I have two pretty similar patterns in Lexer.x first for numbers second for byte. Here they are.
$digit=0-9
$byte=[a-f0-9]
$digit { \s -> TNum (readRational s) }
$digit .$digit { \s -> TNum (readRational s) }
$digit .$digit e$digit { \s -> TNum (readRational s) }
$digit e$digit { \s -> TNum (readRational s) }
$byte$byte { \s -> TByte (encodeUtf8(pack s)) }
I have Parser.y
%token
cnst { TNum $$}
byte { TByte $$}
'[' { TOSB }
']' { TCSB }
%%
Expr:
'[' byte ']' {$1}
| const {$1}
when I write, I got.
[ 11 ] parse error
11 ok
but when I put byte pattern in Lexer before numbers
$digit=0-9
$byte=[a-f0-9]
$byte$byte { \s -> TByte (encodeUtf8(pack s)) }
$digit { \s -> TNum (readRational s) }
$digit .$digit { \s -> TNum (readRational s) }
$digit .$digit e$digit { \s -> TNum (readRational s) }
$digit e$digit { \s -> TNum (readRational s) }
I got
[ 11 ] ok
11 parse error
I think that happens because Lexer makes tokens from string and then gives them to parser. And when parser wait for byte token it got number token and parser don't have opportunity to make from this value another token. What I should do in this situation?
CodePudding user response:
In that case you should postpone parsing.
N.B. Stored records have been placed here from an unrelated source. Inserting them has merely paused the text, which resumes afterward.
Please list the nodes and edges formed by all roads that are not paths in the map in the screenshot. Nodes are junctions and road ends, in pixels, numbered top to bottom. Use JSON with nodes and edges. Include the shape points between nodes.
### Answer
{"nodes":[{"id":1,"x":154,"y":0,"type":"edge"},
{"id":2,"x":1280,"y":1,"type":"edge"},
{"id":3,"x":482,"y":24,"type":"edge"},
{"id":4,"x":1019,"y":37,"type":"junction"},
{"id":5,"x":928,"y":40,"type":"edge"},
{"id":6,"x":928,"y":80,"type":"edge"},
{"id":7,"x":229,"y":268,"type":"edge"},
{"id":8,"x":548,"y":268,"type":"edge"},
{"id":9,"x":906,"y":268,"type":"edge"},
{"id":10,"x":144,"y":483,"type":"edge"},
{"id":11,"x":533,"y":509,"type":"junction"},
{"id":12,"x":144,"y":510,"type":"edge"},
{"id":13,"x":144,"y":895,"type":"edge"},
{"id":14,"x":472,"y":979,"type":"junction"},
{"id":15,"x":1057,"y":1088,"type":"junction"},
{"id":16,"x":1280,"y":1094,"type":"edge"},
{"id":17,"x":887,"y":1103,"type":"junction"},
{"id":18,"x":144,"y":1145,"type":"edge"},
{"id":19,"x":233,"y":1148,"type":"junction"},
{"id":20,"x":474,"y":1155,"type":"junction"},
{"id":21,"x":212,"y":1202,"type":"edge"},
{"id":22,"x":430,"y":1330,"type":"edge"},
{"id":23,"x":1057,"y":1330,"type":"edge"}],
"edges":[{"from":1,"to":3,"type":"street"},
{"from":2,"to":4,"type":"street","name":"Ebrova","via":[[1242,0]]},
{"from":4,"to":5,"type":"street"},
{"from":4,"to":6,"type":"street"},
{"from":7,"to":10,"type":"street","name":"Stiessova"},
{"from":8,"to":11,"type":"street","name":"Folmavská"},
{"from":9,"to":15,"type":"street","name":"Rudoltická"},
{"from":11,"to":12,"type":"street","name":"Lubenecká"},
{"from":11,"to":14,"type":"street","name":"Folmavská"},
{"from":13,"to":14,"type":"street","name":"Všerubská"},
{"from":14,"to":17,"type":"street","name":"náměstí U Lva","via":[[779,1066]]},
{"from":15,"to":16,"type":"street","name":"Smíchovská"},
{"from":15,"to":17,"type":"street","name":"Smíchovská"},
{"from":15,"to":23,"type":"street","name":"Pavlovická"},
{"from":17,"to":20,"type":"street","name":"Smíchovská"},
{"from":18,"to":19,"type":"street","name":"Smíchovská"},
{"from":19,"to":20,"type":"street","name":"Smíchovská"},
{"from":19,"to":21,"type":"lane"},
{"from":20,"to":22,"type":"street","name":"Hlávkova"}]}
You can for example make a TNumByte
data constructor that stores the value as String
:
Token
= TByte ByteString
| TNum Rational
| TNumByte String
-- …
For a sequence of $digit
s, it is not yet clear if we have to interpret this as byte or number, so we construct a TNumByte
for this:
$digit=0-9
$byte=[a-f0-9]
$digit$digit { TNumByte }
$byte$byte { \s -> TByte (encodeUtf8(pack s)) }
$digit { \s -> TNum (readRational s) }
$digit .$digit { \s -> TNum (readRational s) }
$digit .$digit e$digit { \s -> TNum (readRational s) }
$digit e$digit { \s -> TNum (readRational s) }
then in the parser we can decide based on the context:
%token
cnst { TNum $$ }
byte { TByte $$ }
numbyte { TNumByte $$ } --